Jim Cole keeps fire company history running

Like a Rock: Cole keeps fire company history running

For the Cranberry Township Volunteer Fire Company, Jim Cole is about as reliable as a 1928 Pirsch fire engine.

That’s a compliment, by the way.

For more than 45 years, Cole has been the sparkplug for the department, doing everything from serving as chief in the late 1970s, as treasurer for more than 20 years and continuing to volunteer his time as a safety officer and company chaplain after his time as an active responder came to an end. His wife, Janice, was involved in the auxiliary, and his late son, Michael, was a lifetime member.

But perhaps his most notable contribution is his care and passion for the Pirsch engine, which the department purchased used in 1959 – more than 30 years after it went on its first call.

“I’m kind of partial to that truck,” Cole said with a laugh.

That’s an understatement.

(l-r) Jim Cole and Bill Ahlgren with the 1928 Pirsch engine

Jim Cole_2020

Cole joined the department after moving from Wexford to Cranberry in 1975. It was a different community then, averaging 120 fire calls each year. Most of those were grass fires or vehicle accidents. Once or twice a year there was a structure fire.

That made for a lot of downtime for the crew. Cole, who spent 20 years as a truck mechanic, used that time doing repairing company’s fleet. 

In 1980, he and his cohorts turned their attention to the Pirsch, which had been sitting unusable since the engine gave out in the 1960s. They tore it down and began building it back piece by piece. By 1981, it was back in use – a feat that still leave Cole in awe.

“Restoration professionals said it was an impossible task, but we did a ground-up restoration in one year,” he said.

By 1993, the Pirsch had been taken out of the active fleet, but there was too much history behind the wheel to simply let it rust. Cole became the de facto custodian for the truck. 

“I try to keep it running the best I can,” he said, adding with a laugh, “These new kids – they’d rather ride around in a shiny, air-conditioned truck.”

Cole sees the value of the truck not only as a recruiting tool but as a reminder of the company’s history. He said he was thrilled to see the company find that same value by building a showcase room during recent renovations to the station. 

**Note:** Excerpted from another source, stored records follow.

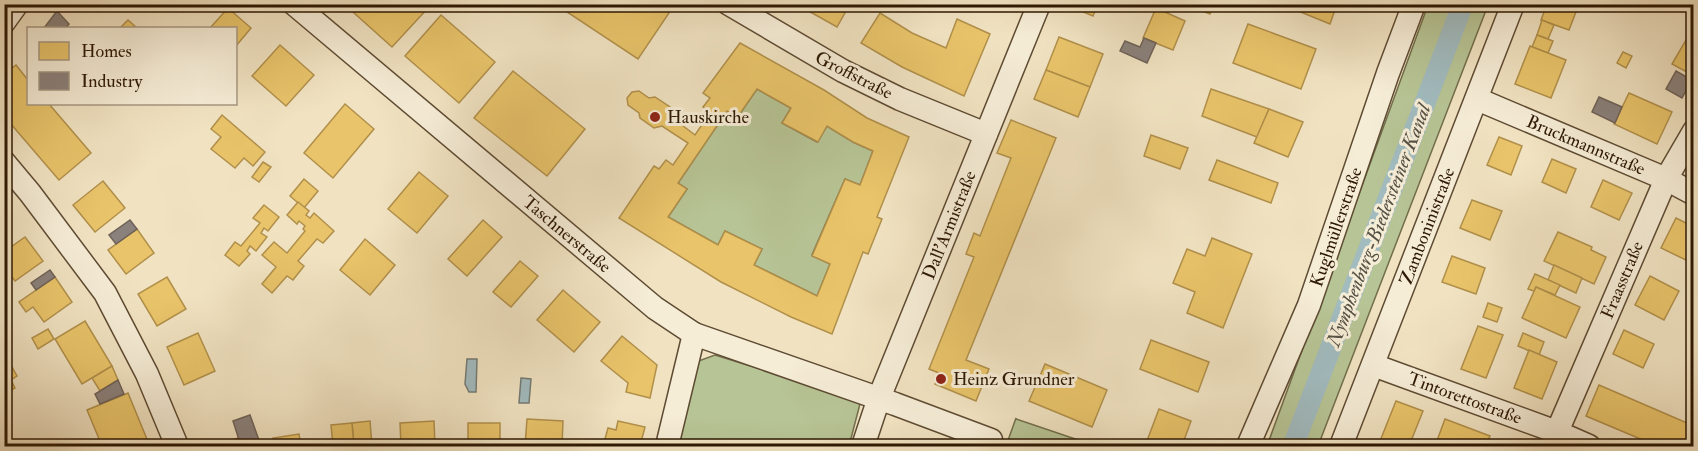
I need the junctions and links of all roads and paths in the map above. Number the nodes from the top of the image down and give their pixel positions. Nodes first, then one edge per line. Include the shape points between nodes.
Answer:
1 (17, 4) edge
2 (294, 4) edge
3 (729, 4) edge
4 (1039, 4) edge
5 (1414, 4) edge
6 (1513, 4) edge
7 (4, 22) edge
8 (1477, 99) junction
9 (1694, 131) edge
10 (986, 134) junction
11 (4, 162) edge
12 (1666, 179) junction
13 (1694, 194) edge
14 (694, 334) junction
15 (1373, 365) junction
16 (879, 399) junction
17 (1557, 432) junction
18 (991, 440) dead end
19 (177, 447) edge
20 (667, 447) edge
21 (863, 447) edge
22 (1248, 447) edge
23 (1341, 447) edge
24 (1590, 447) edge

1 - 7 street
2 - 14 street, Taschnerstraße via 655,308
3 - 10 street, Groffstraße via 843,71
4 - 10 street, Dall'Armistraße
5 - 22 street, Kuglmüllerstraße via 1310,305
6 - 8 street, Zamboninistraße
8 - 12 street, Bruckmannstraße
8 - 15 street, Zamboninistraße
9 - 12 street, Fraasstraße
10 - 16 street, Dall'Armistraße
11 - 19 street via 105,293 147,374
12 - 13 street, Bruckmannstraße
12 - 17 street, Fraasstraße
14 - 16 street, Taschnerstraße
14 - 20 street
15 - 17 street, Tintorettostraße
15 - 23 street, Zamboninistraße
16 - 18 street, Taschnerstraße
16 - 21 street, Dall'Armistraße
17 - 24 street, Tintorettostraße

He’s quick to point out that he was one of many who helped restore the truck and wasn’t the leader on that project. That doesn’t change his passion.

“It is a passion of love,” he said. “I think it’s a symbol of honor for the fire department as far as our lineage of where we came from.”

Cole intends to keep up his involvement in whatever way he can.

“I still have something to give even if it’s not physical – I still have the knowledge,” he said.

And he has the memories and the history to share for new generations – as he put it, “you can’t move forward without knowing where you came from.”

Much like that antique fire engine, Cole and the fire company will keep moving forward no matter the challenges.